ARM64: Disabling warnings about deprecated armv8 instructions

Ard Biesheuvel ard.biesheuvel at linaro.org
Mon Jan 30 09:09:47 PST 2017


On 30 January 2017 at 16:58, Russell King - ARM Linux
<linux at armlinux.org.uk> wrote:
> On Mon, Jan 30, 2017 at 02:50:23PM +0000, Ard Biesheuvel wrote:
[..]
>> I see. I was indeed mainly referring to userspace, which is what this
>> thread is about, specifically setend and the CP15 barrier
>> instructions. You can disagree with ARM's policy to deprecate and
>> remove some instructions, but given the reality of it, I think it is
>> perfectly reasonable to warn by default about setend instructions
>> issued in 32-bit userspace when running under the 64-bit ARMv8 kernel.
>
> Linus has commented on this in the past, and his reaction (iirc) was
> that deprecating instructions that userspace uses is not a sane
> behaviour, pointing out that instructions that i386 supported still
> work today on the latest Intel CPUs.
>
> He has a point, it's the same argument against breaking userspace
> through making a change to the kernel.  It gives users a painful
> experience.
>
> That said, no one expects that you can run an i386 binary on ARM,
> which is pretty much understood by users.  However, ARM vs ARM64
> where ARM64 provides a 32-bit ARM compatible environment is a
> totally different story - it's _not_ compatible if it complains
> about instructions that _were_ legal with 32-bit ARM binaries.
> It makes me question the value of providing what is an incompatible
> environment to run older binaries.
>
> The purpose of such an environment is to provide _compatibility_ to
> older binaries.  You aren't providing a compatible environment if
> you then decide to noisily warn about deprecated instructions.
>
> You might as well just rebuild the binaries for a 64-bit environment
> and stop the illusion of a 32-bit compatible environment, because it
> isn't.
>

Well, the question is really how to deal with 32-bit compatibility
given the fact that the ARM architecture will drop such instructions
in its next revision.

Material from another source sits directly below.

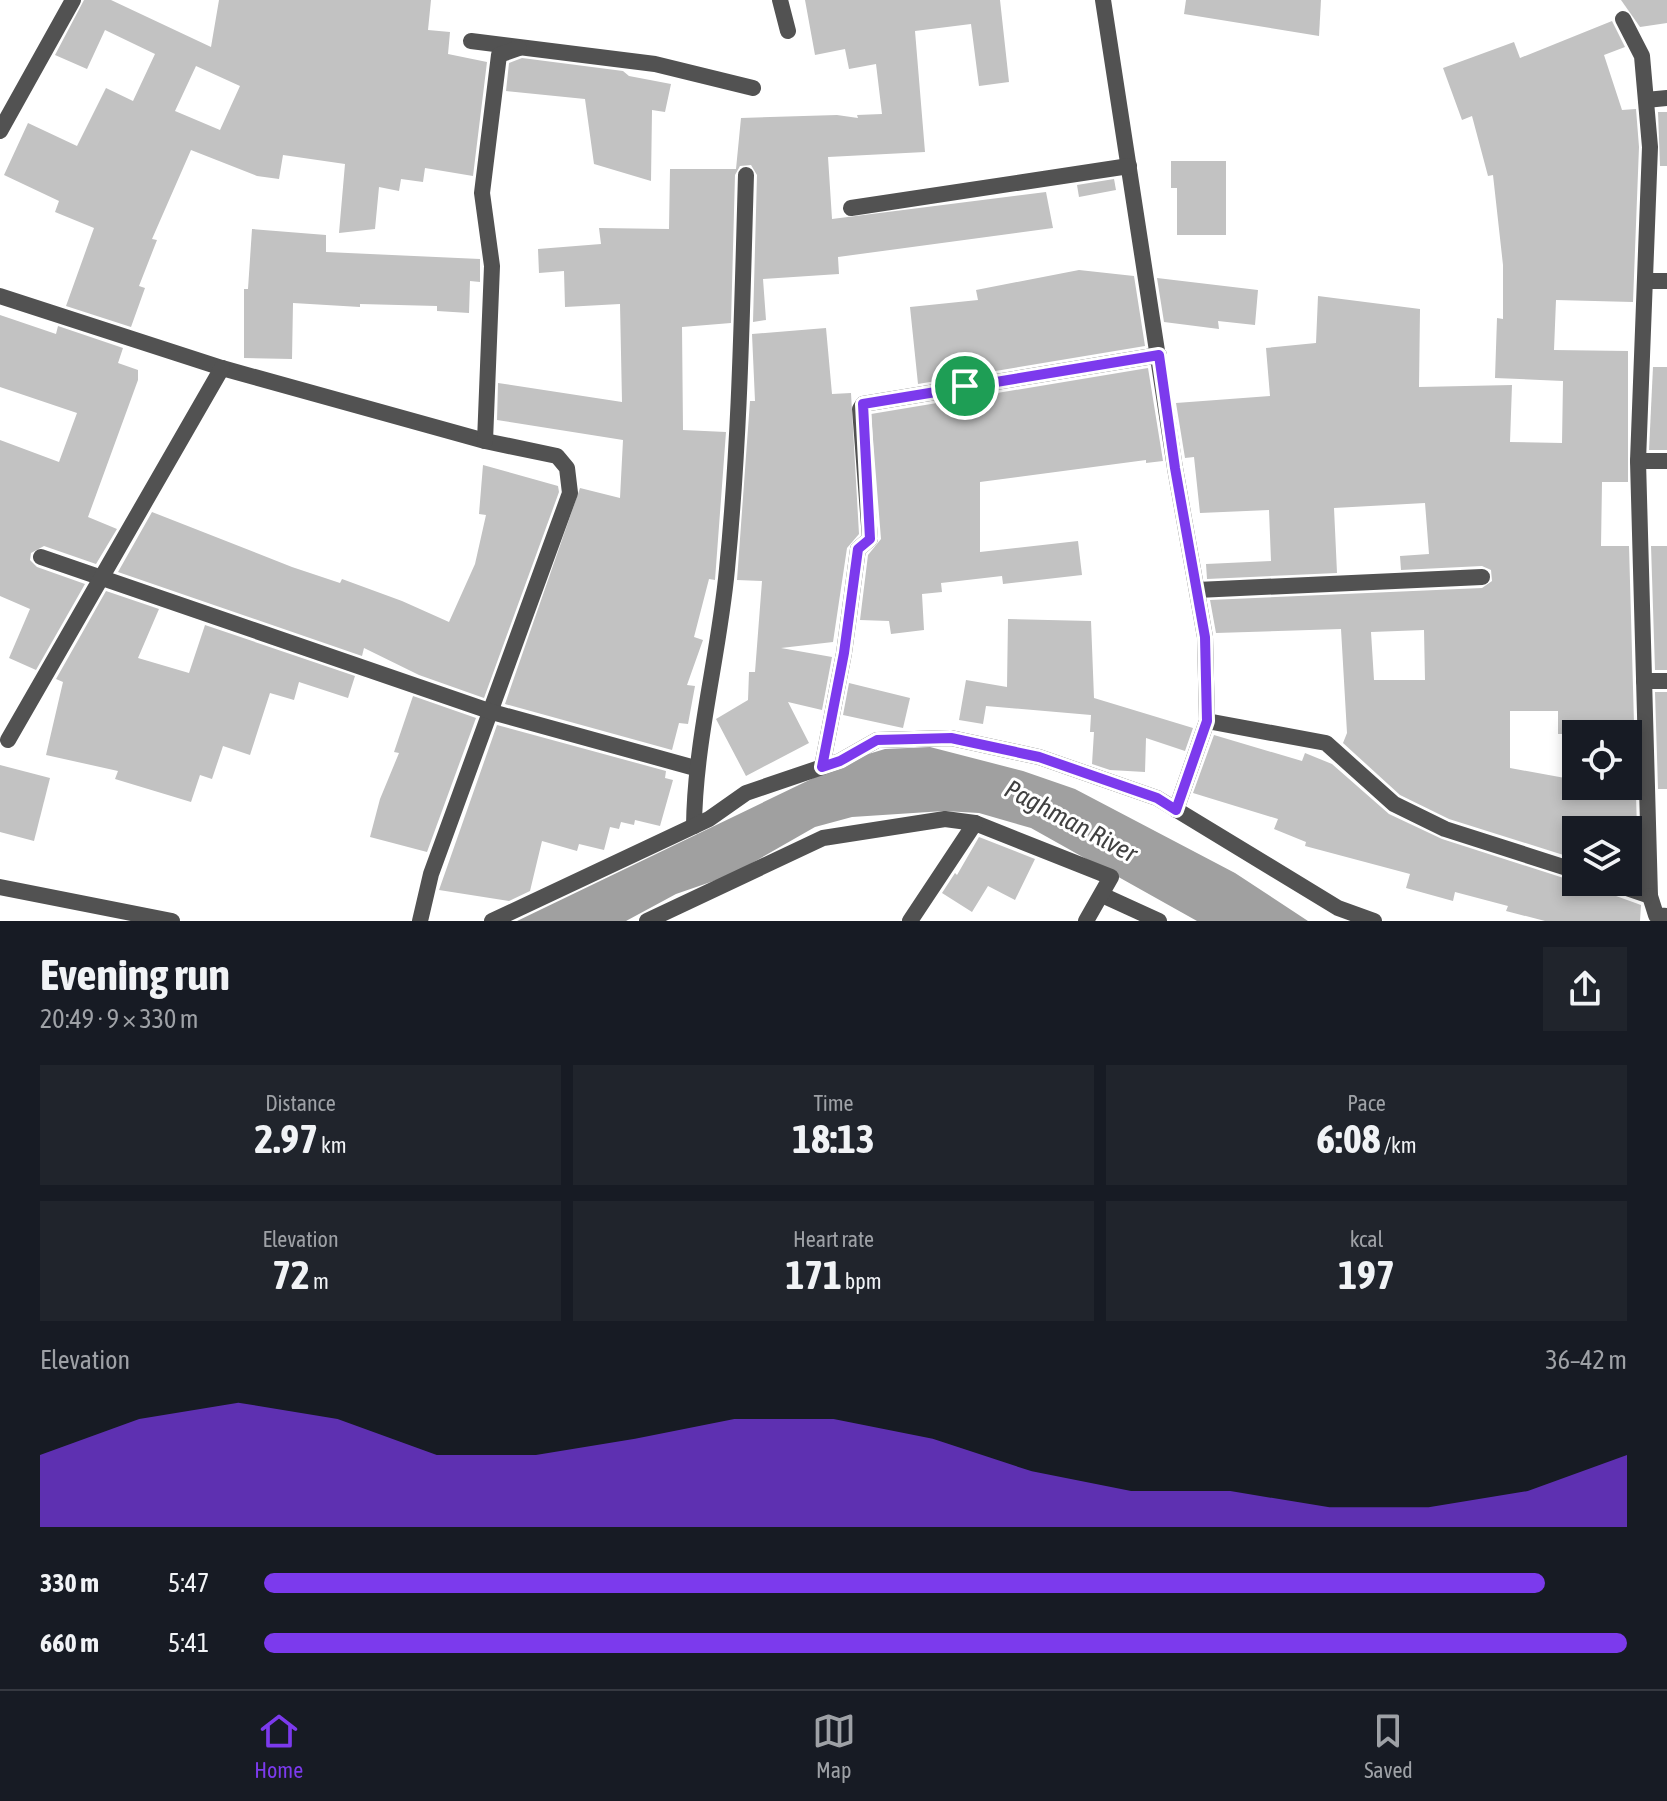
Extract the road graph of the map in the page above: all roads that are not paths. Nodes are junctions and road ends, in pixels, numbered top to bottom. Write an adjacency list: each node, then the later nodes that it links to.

Whether we agree with that, and whether we
should argue our positions with the architects if we don't is not
relevant here.

What is relevant is whether we inform userspace if we spot such a
deprecated instruction, and I think we should.

Note that this is not only an issue for the arm64 kernel. The 32-bit
kernel will have the exact same issue when you try to run it on
hardware that no longer has support for those instructions.